■ Requirement ■
Output the run of lines that opens with the first line of the material below and closes with the line containing "middle dip: (353, 237)", both included, and drop the pictures.

........

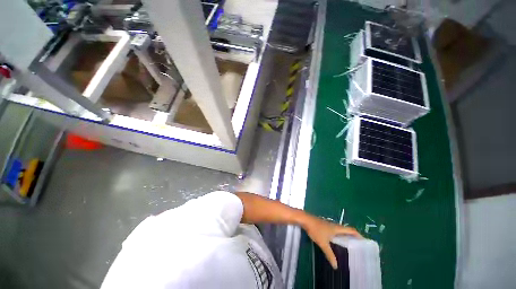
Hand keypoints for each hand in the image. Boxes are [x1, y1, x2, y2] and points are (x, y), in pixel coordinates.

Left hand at [302, 216, 361, 269]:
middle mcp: (334, 225)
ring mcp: (328, 224)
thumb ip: (330, 254)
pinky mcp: (323, 225)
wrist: (305, 219)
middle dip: (353, 237)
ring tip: (349, 245)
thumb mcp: (323, 243)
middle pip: (346, 230)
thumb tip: (336, 266)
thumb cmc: (315, 230)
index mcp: (337, 228)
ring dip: (345, 236)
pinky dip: (338, 235)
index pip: (351, 230)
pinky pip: (334, 230)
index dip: (358, 235)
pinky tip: (335, 241)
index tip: (364, 242)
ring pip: (340, 230)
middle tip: (358, 246)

........

■ Response ■
Hand keypoints for each hand in the image. Boxes are [x1, y1, x2, y2] and points are (x, y), in pixel coordinates.

Left hand at [302, 216, 361, 269]:
middle mcp: (334, 225)
ring mcp: (328, 224)
thumb ip: (330, 254)
pinky mcp: (323, 225)
wrist: (305, 219)
middle dip: (353, 237)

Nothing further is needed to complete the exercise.